Revised Office Seating Design During COVID-19
The COVID-19 crisis, complete with temporary business shutdowns, has helped many businesses to realize how much can be accomplished with a completely remote workforce. However, you may want to bring employees back into the office environment for a number of reasons, from oversight capabilities, to productivity, to the camaraderie formed through in-person interactions, to employee mental health, just for example
Of course, it can’t be business as usual – you’ll have to conduct operations in an entirely new way if you want to ensure the health and safety of workers. Perhaps the most important change to your current setup is adding the element of social distancing.

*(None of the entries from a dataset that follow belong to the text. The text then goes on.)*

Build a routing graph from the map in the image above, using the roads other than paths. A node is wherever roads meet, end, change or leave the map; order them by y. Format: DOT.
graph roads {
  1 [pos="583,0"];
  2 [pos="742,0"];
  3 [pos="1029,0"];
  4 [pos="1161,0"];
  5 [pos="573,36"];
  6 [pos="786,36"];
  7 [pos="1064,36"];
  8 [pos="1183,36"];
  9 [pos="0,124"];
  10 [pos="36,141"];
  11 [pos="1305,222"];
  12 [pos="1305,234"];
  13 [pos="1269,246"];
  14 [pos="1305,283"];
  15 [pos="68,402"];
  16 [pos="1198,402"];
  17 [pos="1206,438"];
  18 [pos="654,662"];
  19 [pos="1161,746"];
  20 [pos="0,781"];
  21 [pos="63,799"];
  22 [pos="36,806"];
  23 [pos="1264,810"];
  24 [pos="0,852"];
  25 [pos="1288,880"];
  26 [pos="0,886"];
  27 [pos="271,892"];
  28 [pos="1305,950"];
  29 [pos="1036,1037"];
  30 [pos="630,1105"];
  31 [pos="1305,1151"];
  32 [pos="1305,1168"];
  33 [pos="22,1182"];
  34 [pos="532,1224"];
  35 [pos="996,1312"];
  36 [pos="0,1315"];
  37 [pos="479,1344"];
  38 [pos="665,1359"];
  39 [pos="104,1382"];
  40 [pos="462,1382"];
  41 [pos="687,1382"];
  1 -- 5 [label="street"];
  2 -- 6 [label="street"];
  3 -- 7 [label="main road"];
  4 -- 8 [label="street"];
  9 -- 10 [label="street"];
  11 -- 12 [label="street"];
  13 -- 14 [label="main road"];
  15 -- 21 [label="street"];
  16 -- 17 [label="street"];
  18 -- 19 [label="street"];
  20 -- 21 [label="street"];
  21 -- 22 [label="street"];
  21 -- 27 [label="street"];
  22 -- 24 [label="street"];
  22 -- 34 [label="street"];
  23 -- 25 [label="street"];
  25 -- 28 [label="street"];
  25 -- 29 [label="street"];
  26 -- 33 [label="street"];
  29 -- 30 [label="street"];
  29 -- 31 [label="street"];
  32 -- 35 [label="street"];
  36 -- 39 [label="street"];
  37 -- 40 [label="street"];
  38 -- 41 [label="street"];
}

How can you revise the seating arrangements in your office spaces to reflect safe social distancing guidelines?
Adding Safe Space
The first thing you’ll need to do is separate employees, and this means dividing their work stations. While shared work spaces, including team seating arrangements, have become a popular tool for collaboration over the last several years, a return to private seating is in order post COVID-19.
Social distancing guidelines mandate a minimum of 6 feet of distance between people, but considering testing showing how far airborne droplets can spread from an uncovered cough, you might want to increase this distance or implement additional measures, like barriers. In terms of planning your layout, you’ll either have to space out employees at current seating or create an entirely new layout with individual desks spaced farther apart.
This process can be made easier with the right layout software. If you’re not keen to spend money on software for this purpose, you can find free tools and even templates online. However, it might not be a bad investment, considering you can gain future use value when you scale staffing up or down.
As you push desks apart to create a safe layout, you’ll find that you naturally have to reduce capacity in your work spaces. This could mean allowing some employees to continue working remotely indefinitely. Or you could create a shift schedule, whereby half of workers come to the office in the morning and the other half arrive in the afternoon, or with A/B scheduling for groups coming in every other day. This will increase the need for thorough cleaning and sanitization, but chances are you’re planning to increase the frequency of these activities anyway.
In addition to socially distancing your office layout, it’s wise to consider supplemental health and safety features, including the addition of walled cubicles, panel dividers, or other barriers meant to impede the spread of germs in an open-air environment. You want to create the safest possible environment for workers to return to, and physical barriers can certainly help to stop airborne particles from spreading should workers cough or sneeze.